Speaker
Description
Star clusters do not form in isolation, but enshrouded in hierarchical gaseous filaments embedded in a galactic tidal field. To understand the role of radiation, stellar winds and supernovae of massive stars in regulating the multiphase interstellar medium we must decipher how the young host clusters form, evolve and interact with their surrounding galactic environment. In this talk, I present novel hydrodynamical N-body simulations of the formation and evolution of resolved star clusters in low-metallicity dwarf galaxies where stellar dynamical interactions around massive stars are solved with an algorithmically regularized integrator. Gravitational interactions in the rest of the simulation employ gravitational softening and a tree-algorithm. The simulations include evolution tracks for radiation and element-by-element stellar winds and supernovae of individual stars, utilizing the initial stellar mass function that is realized down to 0.08 solar masses during star formation.
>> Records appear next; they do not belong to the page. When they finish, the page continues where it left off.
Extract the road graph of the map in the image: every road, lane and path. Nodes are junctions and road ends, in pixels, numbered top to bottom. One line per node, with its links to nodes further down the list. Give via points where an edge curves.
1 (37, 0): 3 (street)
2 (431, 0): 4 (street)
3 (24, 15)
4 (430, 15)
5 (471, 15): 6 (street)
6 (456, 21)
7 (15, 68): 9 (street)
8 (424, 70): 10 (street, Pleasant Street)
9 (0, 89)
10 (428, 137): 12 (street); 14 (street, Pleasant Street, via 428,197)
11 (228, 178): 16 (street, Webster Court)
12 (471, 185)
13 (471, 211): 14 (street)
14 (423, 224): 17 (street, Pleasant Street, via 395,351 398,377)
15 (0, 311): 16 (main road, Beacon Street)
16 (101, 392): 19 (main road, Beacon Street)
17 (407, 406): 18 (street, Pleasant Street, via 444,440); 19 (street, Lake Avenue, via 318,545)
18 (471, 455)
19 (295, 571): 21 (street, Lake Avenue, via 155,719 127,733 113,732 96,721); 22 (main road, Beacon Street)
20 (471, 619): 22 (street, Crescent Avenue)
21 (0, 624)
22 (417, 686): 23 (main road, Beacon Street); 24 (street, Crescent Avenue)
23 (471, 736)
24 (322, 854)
Our simulations now capture mass segregation, dynamical binary formation and mass-loss of entire populations of star clusters as they form and evolve in a galactic environment. The clusters form initially compact, expanding rapidly after the embedded phase to match the typical effective radii of observed young star clusters (<100 Myr) in dwarf galaxies. In agreement with previous studies that used simplified treatment of runaway and walkaway stars, the reduced clustering of supernovae through the removal of massive stars from clusters has only a small impact on the galaxy-wide properties. These simulations pave the way toward detailed chemodynamical modelling of the formation of globular clusters where stellar interactions and mergers may play a significant role in the growth and feedback of very massive stars and intermediate mass black holes.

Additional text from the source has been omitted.